▸ **WORK INSTRUCTIONS**
Whenever the string "highway" appears in a line of the listing below, that line counts. Say how many lines count, and give nothing else.

######

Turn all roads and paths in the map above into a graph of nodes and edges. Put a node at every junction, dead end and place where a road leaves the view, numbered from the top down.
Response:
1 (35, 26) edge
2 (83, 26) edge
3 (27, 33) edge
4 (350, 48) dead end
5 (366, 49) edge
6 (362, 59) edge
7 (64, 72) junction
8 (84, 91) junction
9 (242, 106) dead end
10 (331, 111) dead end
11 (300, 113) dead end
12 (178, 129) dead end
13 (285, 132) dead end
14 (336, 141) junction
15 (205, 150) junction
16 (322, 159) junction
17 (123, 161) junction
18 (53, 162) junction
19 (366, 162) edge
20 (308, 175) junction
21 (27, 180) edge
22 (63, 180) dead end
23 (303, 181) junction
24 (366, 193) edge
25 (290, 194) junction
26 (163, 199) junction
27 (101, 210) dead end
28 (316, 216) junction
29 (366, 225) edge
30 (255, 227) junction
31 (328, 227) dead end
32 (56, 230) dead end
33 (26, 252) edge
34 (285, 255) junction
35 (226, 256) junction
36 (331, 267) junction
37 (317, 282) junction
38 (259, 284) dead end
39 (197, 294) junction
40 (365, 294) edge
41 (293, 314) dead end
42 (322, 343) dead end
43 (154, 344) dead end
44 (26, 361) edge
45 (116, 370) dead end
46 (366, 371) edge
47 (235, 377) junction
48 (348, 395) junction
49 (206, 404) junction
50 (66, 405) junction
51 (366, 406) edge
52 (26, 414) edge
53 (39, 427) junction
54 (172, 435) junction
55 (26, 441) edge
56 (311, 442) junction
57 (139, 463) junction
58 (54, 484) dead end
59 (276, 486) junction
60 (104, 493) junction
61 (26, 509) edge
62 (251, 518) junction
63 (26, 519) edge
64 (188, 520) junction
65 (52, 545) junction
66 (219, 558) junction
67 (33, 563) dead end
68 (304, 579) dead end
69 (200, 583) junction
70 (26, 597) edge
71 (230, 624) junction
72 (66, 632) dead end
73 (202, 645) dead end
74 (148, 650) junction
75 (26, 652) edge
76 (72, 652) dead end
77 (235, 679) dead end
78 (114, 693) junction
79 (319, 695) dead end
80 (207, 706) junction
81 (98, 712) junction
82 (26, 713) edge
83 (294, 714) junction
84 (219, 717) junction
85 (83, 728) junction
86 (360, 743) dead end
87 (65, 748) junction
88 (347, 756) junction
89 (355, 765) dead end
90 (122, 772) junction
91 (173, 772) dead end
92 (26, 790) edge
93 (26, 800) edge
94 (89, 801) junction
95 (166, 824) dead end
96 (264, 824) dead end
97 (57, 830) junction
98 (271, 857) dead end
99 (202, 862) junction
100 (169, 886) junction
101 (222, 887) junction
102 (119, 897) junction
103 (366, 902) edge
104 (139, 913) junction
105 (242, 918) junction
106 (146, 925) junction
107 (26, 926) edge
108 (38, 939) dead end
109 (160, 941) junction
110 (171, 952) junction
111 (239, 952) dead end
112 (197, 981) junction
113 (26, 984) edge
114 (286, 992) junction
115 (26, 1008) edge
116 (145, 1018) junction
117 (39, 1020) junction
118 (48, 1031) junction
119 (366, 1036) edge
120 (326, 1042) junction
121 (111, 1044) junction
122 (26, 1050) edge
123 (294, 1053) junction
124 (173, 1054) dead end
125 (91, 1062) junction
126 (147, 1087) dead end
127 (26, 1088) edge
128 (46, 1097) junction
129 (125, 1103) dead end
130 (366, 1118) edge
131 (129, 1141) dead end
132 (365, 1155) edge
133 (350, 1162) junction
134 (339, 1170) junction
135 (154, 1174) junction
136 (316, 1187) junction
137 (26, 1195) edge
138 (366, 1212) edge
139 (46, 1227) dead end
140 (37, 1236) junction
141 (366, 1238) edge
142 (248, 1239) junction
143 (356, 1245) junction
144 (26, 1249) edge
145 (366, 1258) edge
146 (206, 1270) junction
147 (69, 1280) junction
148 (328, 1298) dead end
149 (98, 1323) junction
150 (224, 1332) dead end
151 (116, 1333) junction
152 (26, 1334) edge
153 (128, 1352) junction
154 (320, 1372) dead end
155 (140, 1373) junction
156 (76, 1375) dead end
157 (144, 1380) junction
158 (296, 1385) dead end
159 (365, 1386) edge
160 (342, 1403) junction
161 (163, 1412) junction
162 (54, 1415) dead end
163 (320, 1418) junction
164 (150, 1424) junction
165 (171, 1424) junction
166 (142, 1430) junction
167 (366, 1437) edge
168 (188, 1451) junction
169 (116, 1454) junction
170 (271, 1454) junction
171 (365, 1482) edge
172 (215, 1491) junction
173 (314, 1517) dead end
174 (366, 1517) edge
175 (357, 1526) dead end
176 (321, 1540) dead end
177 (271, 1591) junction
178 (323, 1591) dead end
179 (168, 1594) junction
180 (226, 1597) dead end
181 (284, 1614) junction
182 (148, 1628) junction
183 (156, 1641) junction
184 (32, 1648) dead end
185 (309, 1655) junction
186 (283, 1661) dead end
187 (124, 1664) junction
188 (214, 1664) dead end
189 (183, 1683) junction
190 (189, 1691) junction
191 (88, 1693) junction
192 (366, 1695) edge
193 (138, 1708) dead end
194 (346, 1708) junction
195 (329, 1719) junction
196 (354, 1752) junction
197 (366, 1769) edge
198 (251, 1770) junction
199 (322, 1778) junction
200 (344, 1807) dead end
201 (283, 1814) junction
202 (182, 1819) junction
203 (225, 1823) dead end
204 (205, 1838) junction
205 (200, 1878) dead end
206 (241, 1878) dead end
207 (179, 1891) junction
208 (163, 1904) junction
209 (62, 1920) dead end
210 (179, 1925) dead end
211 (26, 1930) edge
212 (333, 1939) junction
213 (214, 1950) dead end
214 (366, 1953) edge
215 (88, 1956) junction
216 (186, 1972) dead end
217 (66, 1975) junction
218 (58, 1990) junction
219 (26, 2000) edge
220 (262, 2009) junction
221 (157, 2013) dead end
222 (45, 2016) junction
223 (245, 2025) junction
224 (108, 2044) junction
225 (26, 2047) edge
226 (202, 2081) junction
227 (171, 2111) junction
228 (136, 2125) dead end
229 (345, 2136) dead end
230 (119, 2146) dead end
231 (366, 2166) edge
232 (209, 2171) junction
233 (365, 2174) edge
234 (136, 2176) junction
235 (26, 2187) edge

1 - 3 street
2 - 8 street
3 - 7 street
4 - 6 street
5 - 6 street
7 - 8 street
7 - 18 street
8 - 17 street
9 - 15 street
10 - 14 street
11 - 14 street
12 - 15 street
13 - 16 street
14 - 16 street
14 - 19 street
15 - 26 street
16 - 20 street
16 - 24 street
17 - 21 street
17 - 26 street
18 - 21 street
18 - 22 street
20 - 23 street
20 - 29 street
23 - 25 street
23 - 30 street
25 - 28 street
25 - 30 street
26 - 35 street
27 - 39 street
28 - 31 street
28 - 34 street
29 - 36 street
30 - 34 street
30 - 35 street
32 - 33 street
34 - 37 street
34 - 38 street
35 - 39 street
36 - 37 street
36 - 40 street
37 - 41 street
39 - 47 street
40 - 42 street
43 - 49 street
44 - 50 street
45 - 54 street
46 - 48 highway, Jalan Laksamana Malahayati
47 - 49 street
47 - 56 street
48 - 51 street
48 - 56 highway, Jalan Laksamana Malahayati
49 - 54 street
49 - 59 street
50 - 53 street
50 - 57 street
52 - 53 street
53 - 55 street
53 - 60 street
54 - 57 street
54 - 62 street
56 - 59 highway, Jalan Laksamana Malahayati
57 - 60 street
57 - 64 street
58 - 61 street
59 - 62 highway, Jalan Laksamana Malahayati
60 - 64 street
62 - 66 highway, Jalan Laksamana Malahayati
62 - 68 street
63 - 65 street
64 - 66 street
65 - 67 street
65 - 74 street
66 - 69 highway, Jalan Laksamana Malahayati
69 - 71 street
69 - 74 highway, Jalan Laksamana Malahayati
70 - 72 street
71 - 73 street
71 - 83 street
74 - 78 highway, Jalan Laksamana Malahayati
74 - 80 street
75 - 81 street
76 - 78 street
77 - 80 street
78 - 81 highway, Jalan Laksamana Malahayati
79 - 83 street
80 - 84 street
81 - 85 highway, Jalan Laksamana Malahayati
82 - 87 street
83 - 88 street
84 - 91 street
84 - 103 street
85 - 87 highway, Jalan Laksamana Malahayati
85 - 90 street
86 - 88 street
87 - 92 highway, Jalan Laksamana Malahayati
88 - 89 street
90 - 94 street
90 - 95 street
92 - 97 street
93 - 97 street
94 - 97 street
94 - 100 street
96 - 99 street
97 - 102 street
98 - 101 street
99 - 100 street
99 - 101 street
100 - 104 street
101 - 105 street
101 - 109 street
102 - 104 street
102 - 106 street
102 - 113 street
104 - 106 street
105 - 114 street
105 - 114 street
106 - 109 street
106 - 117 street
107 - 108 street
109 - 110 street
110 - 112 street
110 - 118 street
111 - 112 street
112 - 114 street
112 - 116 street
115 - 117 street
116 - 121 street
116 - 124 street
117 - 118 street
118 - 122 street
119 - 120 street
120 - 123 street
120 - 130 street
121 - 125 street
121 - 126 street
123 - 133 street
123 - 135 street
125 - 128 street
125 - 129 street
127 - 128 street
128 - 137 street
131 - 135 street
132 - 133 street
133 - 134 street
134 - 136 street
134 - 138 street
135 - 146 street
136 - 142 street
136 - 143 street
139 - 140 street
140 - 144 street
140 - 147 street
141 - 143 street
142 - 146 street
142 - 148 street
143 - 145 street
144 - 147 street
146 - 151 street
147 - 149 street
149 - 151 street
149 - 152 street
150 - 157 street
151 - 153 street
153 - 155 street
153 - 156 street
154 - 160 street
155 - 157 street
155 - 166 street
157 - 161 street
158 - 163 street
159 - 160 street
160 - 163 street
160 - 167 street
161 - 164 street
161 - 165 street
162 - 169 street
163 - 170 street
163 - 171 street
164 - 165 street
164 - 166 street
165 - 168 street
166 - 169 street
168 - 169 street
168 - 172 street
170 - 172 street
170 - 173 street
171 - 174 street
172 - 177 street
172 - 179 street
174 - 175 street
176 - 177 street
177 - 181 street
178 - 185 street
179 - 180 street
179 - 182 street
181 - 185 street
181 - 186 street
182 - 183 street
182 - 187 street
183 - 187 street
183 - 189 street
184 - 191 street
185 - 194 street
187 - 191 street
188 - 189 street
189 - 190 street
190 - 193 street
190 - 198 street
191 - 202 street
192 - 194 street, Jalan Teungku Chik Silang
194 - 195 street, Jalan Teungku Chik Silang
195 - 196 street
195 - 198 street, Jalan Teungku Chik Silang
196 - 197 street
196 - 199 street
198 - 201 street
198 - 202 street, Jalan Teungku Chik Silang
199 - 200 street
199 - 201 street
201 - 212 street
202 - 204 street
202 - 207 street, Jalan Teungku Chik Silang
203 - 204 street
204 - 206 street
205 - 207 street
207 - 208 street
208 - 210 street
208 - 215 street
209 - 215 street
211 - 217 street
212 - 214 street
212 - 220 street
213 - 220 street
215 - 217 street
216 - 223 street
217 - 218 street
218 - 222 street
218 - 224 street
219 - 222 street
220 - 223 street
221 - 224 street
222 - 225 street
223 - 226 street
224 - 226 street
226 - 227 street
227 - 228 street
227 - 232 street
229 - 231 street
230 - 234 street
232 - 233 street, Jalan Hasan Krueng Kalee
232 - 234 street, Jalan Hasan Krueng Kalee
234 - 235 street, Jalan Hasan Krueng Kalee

######

▸ **OUTPUT FOR THIS EXERCISE**
12